Information supplied below:

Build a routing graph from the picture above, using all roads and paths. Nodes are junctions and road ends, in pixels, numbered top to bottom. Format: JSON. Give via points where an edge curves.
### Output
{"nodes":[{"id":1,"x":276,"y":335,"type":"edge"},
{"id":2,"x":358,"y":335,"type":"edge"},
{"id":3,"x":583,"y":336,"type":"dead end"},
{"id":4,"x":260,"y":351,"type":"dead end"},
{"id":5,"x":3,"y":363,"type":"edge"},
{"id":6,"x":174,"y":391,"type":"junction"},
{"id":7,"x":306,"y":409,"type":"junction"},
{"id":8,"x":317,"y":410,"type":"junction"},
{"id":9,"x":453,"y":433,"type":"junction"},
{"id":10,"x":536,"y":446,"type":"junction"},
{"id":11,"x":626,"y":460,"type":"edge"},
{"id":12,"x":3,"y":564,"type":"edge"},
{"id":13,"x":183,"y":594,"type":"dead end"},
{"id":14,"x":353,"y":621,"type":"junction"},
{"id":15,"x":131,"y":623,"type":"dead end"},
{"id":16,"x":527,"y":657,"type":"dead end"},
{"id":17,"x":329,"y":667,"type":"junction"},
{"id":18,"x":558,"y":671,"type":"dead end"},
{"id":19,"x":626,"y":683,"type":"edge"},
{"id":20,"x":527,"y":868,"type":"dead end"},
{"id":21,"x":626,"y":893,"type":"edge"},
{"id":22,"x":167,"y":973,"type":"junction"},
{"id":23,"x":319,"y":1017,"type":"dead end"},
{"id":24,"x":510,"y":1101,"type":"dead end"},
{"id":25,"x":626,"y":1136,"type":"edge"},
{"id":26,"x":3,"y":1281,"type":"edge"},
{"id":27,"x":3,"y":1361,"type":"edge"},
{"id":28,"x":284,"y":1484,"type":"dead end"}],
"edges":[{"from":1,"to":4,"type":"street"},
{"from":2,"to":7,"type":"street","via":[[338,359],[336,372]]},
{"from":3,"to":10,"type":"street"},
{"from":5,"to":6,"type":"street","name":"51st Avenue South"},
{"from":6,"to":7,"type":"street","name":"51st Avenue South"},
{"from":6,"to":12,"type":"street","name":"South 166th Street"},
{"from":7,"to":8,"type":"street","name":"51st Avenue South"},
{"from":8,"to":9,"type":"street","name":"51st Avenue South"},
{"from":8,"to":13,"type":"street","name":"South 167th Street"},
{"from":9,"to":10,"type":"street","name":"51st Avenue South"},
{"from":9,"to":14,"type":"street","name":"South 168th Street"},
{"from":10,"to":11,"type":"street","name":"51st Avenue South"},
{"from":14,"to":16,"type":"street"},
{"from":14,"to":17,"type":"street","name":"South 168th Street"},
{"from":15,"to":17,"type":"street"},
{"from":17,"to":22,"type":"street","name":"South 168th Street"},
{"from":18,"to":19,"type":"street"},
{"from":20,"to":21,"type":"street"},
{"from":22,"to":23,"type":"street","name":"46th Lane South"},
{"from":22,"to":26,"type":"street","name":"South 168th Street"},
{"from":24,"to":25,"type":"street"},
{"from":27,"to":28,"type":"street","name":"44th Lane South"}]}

End of Information supplied.

Your task: What lines of the listing above hold "dead"? Copy all of them.

Written answer:
{"id":3,"x":583,"y":336,"type":"dead end"},
{"id":4,"x":260,"y":351,"type":"dead end"},
{"id":13,"x":183,"y":594,"type":"dead end"},
{"id":15,"x":131,"y":623,"type":"dead end"},
{"id":16,"x":527,"y":657,"type":"dead end"},
{"id":18,"x":558,"y":671,"type":"dead end"},
{"id":20,"x":527,"y":868,"type":"dead end"},
{"id":23,"x":319,"y":1017,"type":"dead end"},
{"id":24,"x":510,"y":1101,"type":"dead end"},
{"id":28,"x":284,"y":1484,"type":"dead end"}],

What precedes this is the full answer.